▶ _DIRECTIONS FOR THIS TASK_: Count how many lines in the entries below hold the string "const", and respond with that number only.

▶ _Stored items_:
______________________________
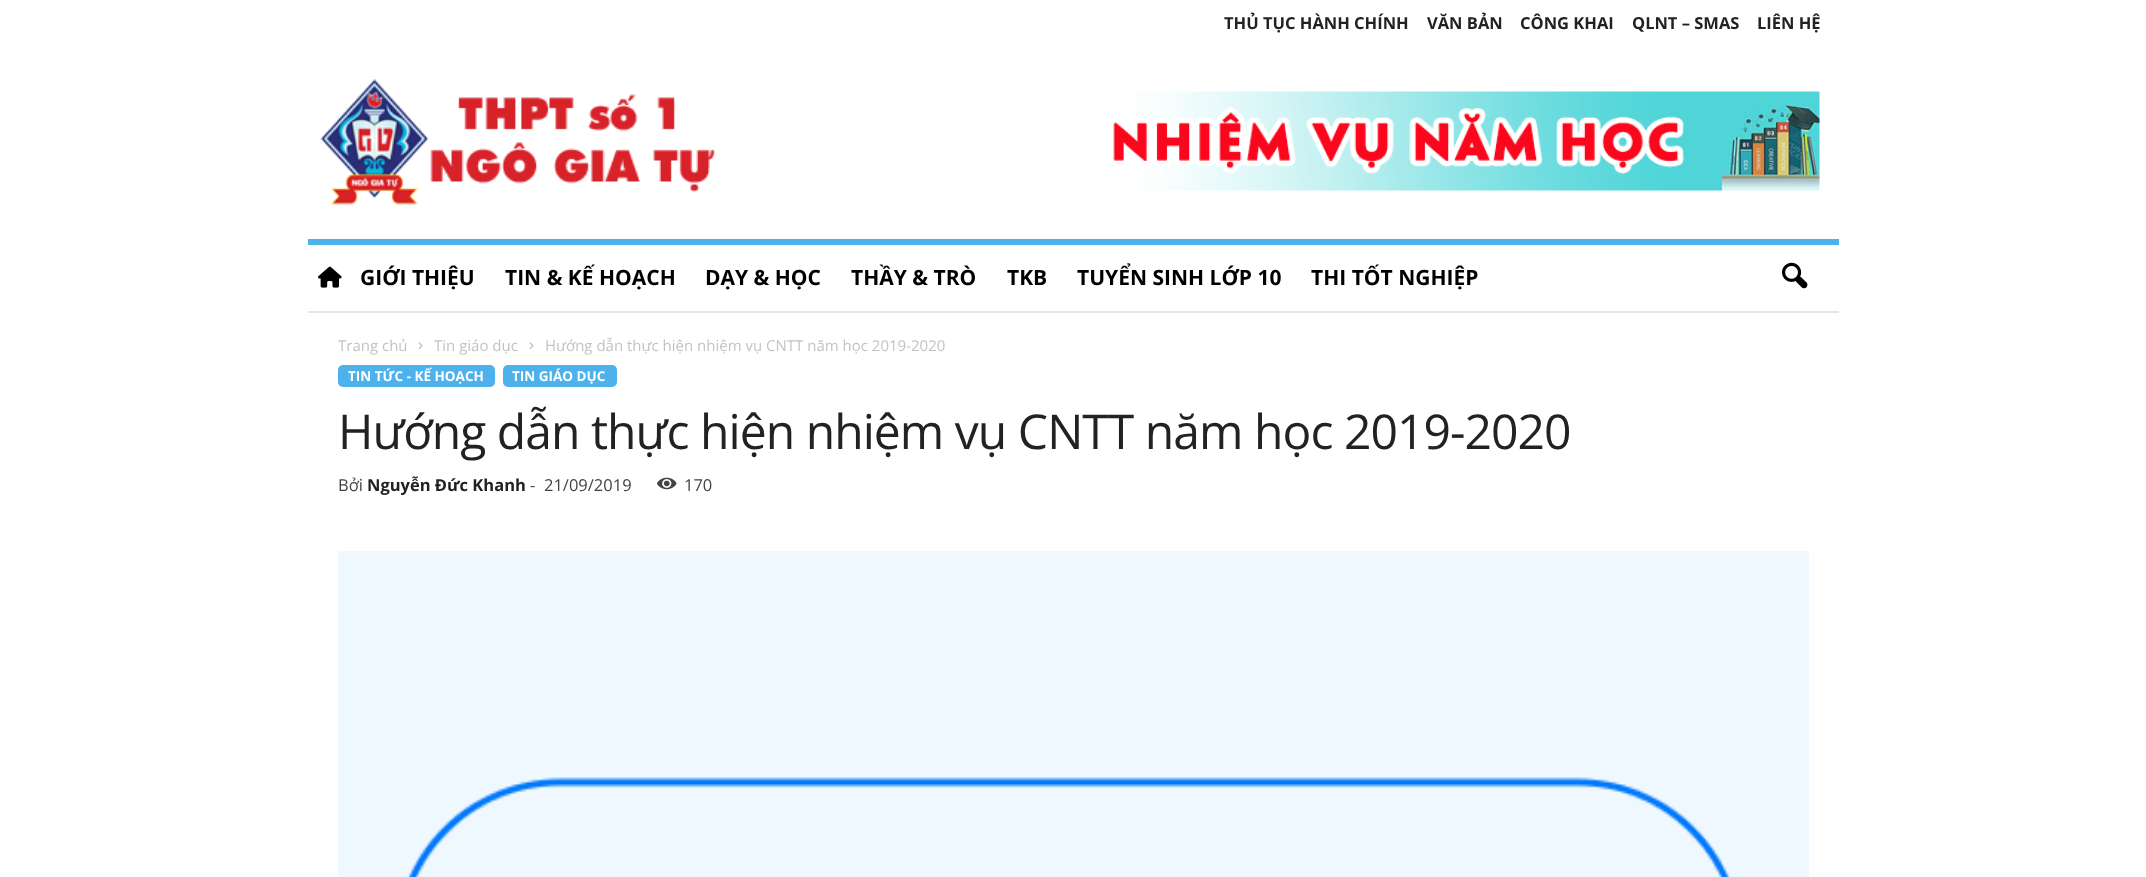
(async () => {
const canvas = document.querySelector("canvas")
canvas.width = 2146
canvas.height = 877
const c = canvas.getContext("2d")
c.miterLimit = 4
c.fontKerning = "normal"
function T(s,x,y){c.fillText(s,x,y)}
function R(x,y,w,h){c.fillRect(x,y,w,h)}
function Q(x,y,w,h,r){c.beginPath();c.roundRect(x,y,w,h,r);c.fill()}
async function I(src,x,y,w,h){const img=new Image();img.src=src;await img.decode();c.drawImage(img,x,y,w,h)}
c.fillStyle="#fff"
R(0,0,2146,877)
c.font="bold 16.5px Open Sans"
c.fillStyle="#222"
T("THỦ TỤC HÀNH CHÍNH",1224,29)
T("VĂN BẢN",1427,29)
T("CÔNG KHAI",1520,29)
T("QLNT – SMAS",1632,29)
T("LIÊN HỆ",1757,29)
await I("1.png",320,79,395,126)
await I("2.png",1113,91,707,100)
c.fillStyle="#e6e6e6"
R(308,311,1531,2)
c.fillStyle="#4db2ec"
R(308,239,1531,6)
await I("3.png",318,266,24,22)
c.font="bold 21px Open Sans"
c.fillStyle="#000"
T("GIỚI THIỆU",360,285)
T("TIN & KẾ HOẠCH",505,285)
T("DẠY & HỌC",705,285)
T("THẦY & TRÒ",851,285)
T("TKB",1007,285)
T("TUYỂN SINH LỚP 10",1077,285)
T("THI TỐT NGHIỆP",1311,285)
await I("4.png",1782,262,26,27)
c.font="15px Open Sans"
c.fillStyle="#c3c3c3"
T("Trang chủ",338,351)
await I("5.png",418,342,5,8)
T("Tin giáo dục",434,351)
await I("5.png",529,342,5,8)
T("Hướng dẫn thực hiện nhiệm vụ CNTT năm học 2019-2020",545,351)
c.fillStyle="#4db2ec"
Q(338,365,157,22,5)
c.font="bold 13.5px Open Sans"
c.fillStyle="#fff"
T("TIN TỨC - KẾ HOẠCH",348,381)
c.fillStyle="#4db2ec"
Q(503,365,114,22,5)
c.fillStyle="#fff"
T("TIN GIÁO DỤC",512,381)
c.letterSpacing="-0.95px"
c.font="48px Open Sans"
c.fillStyle="#222"
T("Hướng dẫn thực hiện nhiệm vụ CNTT năm học 2019-2020",338,449)
c.letterSpacing="0px"
c.font="16.5px Open Sans"
c.fillStyle="#444"
T("Bởi",338,491)
c.font="bold 16.5px Open Sans"
c.fillStyle="#222"
T("Nguyễn Đức Khanh",367,491)
c.font="16.5px Open Sans"
c.fillStyle="#444"
T("-",530,491)
T("21/09/2019",544,491)
await I("6.png",657,477,20,13)
T("170",684,491)
c.fillStyle="#f0f8ff"
R(338,551,1471,326)
await I("7.png",407,777,1324,100)
})()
______________________________
▶ _ANSWER BOX_: 3